Une colonne importante a été signalée aujourd’hui marchant de la région de Nanteuil sur Lizy-sur-Ourcq. Il importe, au plus haut point, de savoir si la région du Nord Nord-Est de Paris est évacuée et si l’armée qui marchait vers Paris se dirige tout entière vers l’Ourcq et au delà. Demain, 4 septembre, au point du jour, des reconnaissances aériennes seront envoyées dans les directions de Creil, Villers-Cotterets, Neuilly-Saint-Front, vallée de à Marne jusqu’à Meaux, Compiègne, Crépy en-Valois. Ces reconnaissances sont d’une importance capitale et leur résultat peut permettre de décider de la situation.
Le Général Gouverneur demande qu’elles soient faites avec la plus grande activité et désire avoir ces renseignements avant dix heures du matin.
Bien entendu, le général en chef est mis au courant ponctuellement. A neuf heures, le 4, il ne reste plus aucun doute : « De renseignements tous concordants, il résulte que la P* armée allemande, abandonnants la marche dans la direction Ire Paris, se dirige vers le Sud-Est, sauf, peut-être, le IVe corps de réserve qui couvrirait le mouvement. » Et voici, maintenant, les renseignements identiques qui arrivent de l’armée anglaise : celle-ci, en effet, téléphone à dix heures vingt-cinq du matin : « Le IVe corps de réserve allemand paraît rester à l’Ouest. Mais les autres corps de la Ire armée semblent avoir tourné vers le Sud-Est et avoir atteint hier soir la Marne entre Château-Thierry et Lizy-sur-Ourcq. »
L’armée anglaise ne tire, d’ailleurs, pour le moment, aucune conclusion. Le général Galliéni, au contraire, prend immédiatement ses mesures en conséquence. Le 4 septembre à neuf heures, il prévient le général Maunoury : « En raison du mouvement des armées allemandes, qui paraissent glisser en avant de notre front dans la direction du Nord-Est, j’ai l’intention de porter votre armée en avant dans leur flanc, c’est-à-dire dans la direction de l’Est en liaison avec les armées anglaises. Je vous indiquerai votre direction dès que je connaîtrai celle de l’armée anglaise (c’est toujours là le point délicat). Mais prenez, maintenant, vos dispositions pour que vos troupes soient prêtes à marcher cet après-midi et à entamer demain (c’est-à-dire le 5) un mouvement dans l’Est du camp retranché. Poussez immédiatement des reconnaissances de cavalerie dans tout le secteur entre la route de Chantilly et la Marne. »
En même temps, il met la 45e division sous les ordres du général Maunoury, et, de même, toute la cavalerie disponible :
La 6e armée française est destinée à coopérer avec l’armée anglaise contre les forces allemandes signalées en marche vers le Sud-Est du camp retranché.

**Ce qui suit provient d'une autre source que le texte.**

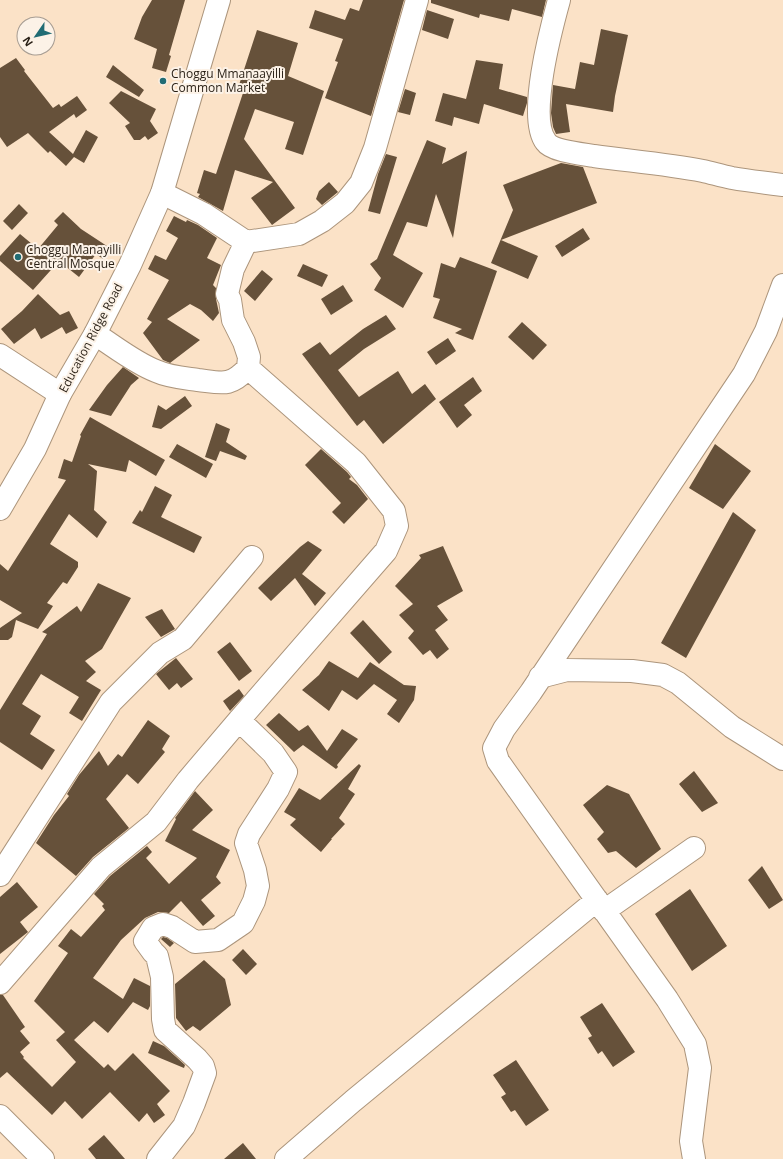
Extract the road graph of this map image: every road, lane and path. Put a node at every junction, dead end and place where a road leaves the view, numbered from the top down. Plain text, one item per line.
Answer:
1 (219, 0) edge
2 (417, 0) edge
3 (559, 0) edge
4 (783, 185) edge
5 (162, 193) junction
6 (246, 242) junction
7 (783, 285) edge
8 (94, 334) junction
9 (0, 355) edge
10 (248, 368) junction
11 (60, 394) junction
12 (0, 509) edge
13 (252, 557) dead end
14 (540, 677) junction
15 (239, 720) junction
16 (783, 759) edge
17 (694, 848) dead end
18 (0, 875) edge
19 (600, 906) junction
20 (0, 983) edge
21 (0, 1116) edge
22 (43, 1159) edge
23 (158, 1159) edge
24 (286, 1159) edge
25 (694, 1159) edge

1 - 5 street, Education Ridge Road
2 - 6 street
3 - 4 street
5 - 6 street
5 - 8 street, Education Ridge Road
6 - 10 street
7 - 14 street
8 - 10 street
8 - 11 street, Education Ridge Road
9 - 11 street
10 - 15 street
11 - 12 street, Education Ridge Road
13 - 18 street
14 - 16 street
14 - 19 street
15 - 20 street
15 - 23 street
17 - 19 street
19 - 24 street
19 - 25 street
21 - 22 street

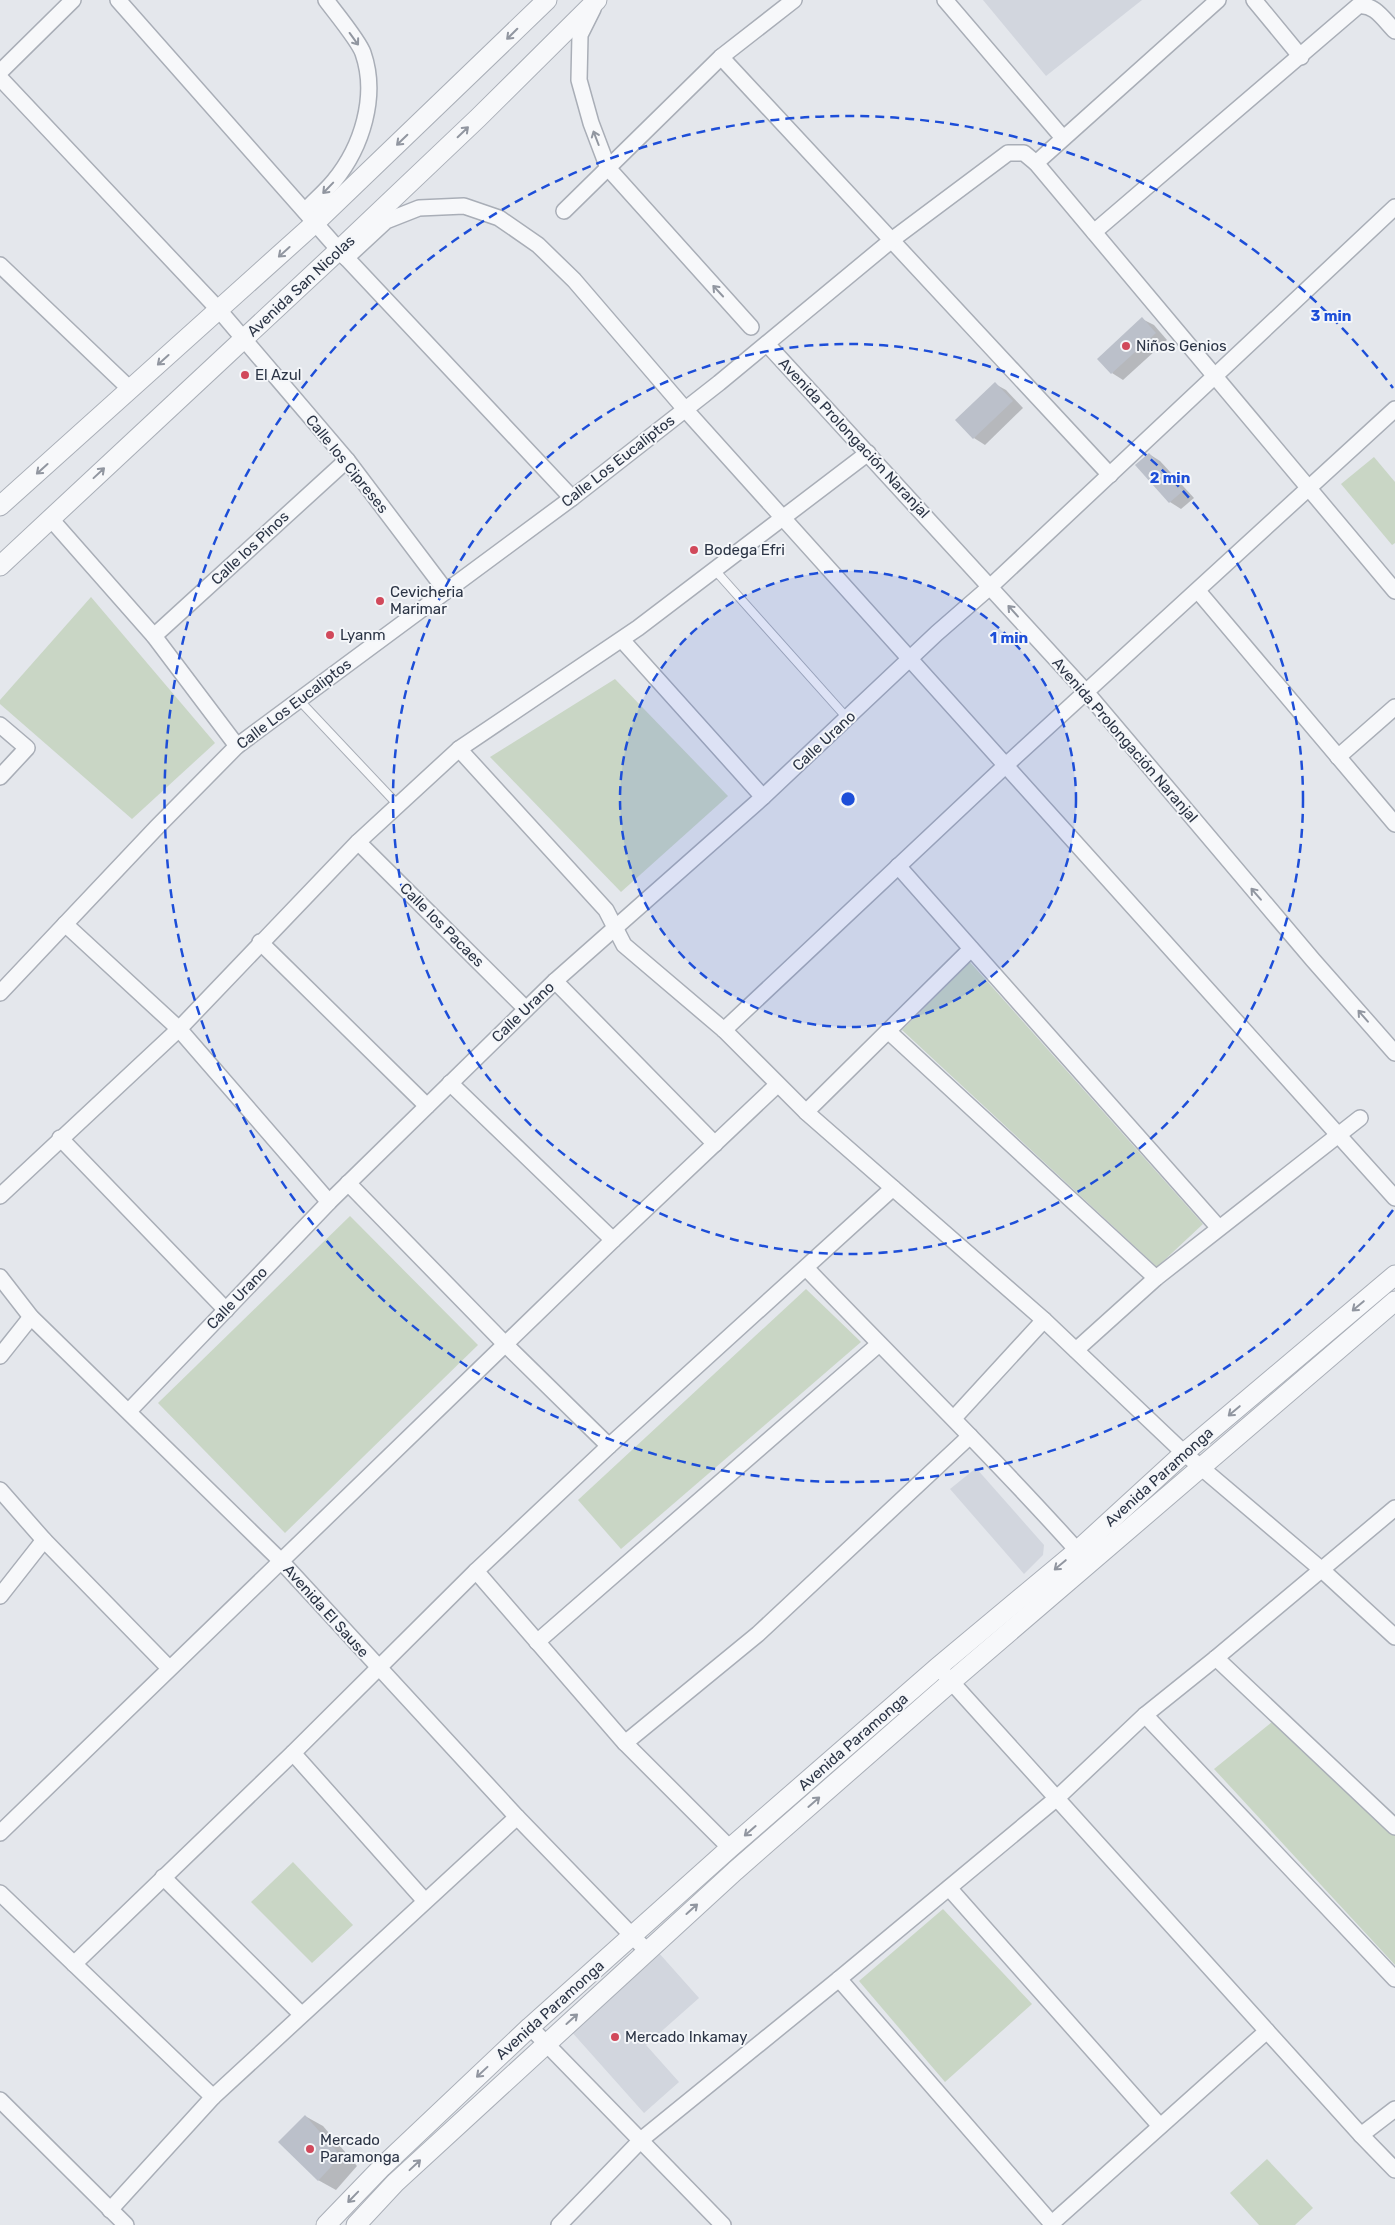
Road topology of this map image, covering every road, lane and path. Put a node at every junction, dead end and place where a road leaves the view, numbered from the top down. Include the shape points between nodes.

Il y a lieu de renforcer le général Maunoury de toute la cavalerie disponible dans le camp retranché. En particulier, les 2 escadrons de cuirassiers de Saint-Denis ; mis hier à la disposition du général Ebener, ne se rendront pas à Triël, mais au Raincy… Toute la cavalerie ainsi passée à la 6e armée doit être munie de tous les moyens (vivres, etc.) lui permettant de faire campagne en dehors d’une place de guerre. Je vous prie de l’en munir, etc.
On prépare le groupe des divisions de réserve Ebener pour flanquer vers le Nord le mouvement éventuel de Maunoury ; on fait surveiller la cavalerie de von Kluck, « afin qu’elle ne puisse nous prendre de flanc, pendant que nous ferons notre attaque contre les Allemands. » Tout cela, le 4.
Les résultats de la reconnaissance par avions ordonnée le matin arrivent et tombent sur un Etat-major haletant :
10 h, 45. L’armée allemande franchit la Marne en 3 colonnes, une A Citry (10 kilomètres au Nord-Est de la Ferté sous-Jouarre), la seconde à Nogent-l’Artaud se dirigeant du Nord au Sud (au moins deux corps d’armée en tout), la troisième à Charly (5 kilomètres plus à l’Est). De l’artillerie canonne à Montfaucon, Roissy, Belleval. — 11 heures. Grisolles, 24 batteries allemandes en position de rassemblement. — 11 h. 10. Neuilly-Saint-Front, 2 régiments d’infanterie allemande en position de rassemblement. — 11 h. 30. Villers-Cotterets, une colonne allemande de troupes de toutes armes (infanterie, une brigade environ) en marche sur la Ferté-Milon. — 11 h. 40. Russy (15 kilomètres Ouest de Villers-Cotterets) 3 escadrons de cavalerie allemande rassemblés. — 11 h. 45. Crépy-en-Valois : une colonne allemande d’infanterie et un régiment se dirigeant sur Betz.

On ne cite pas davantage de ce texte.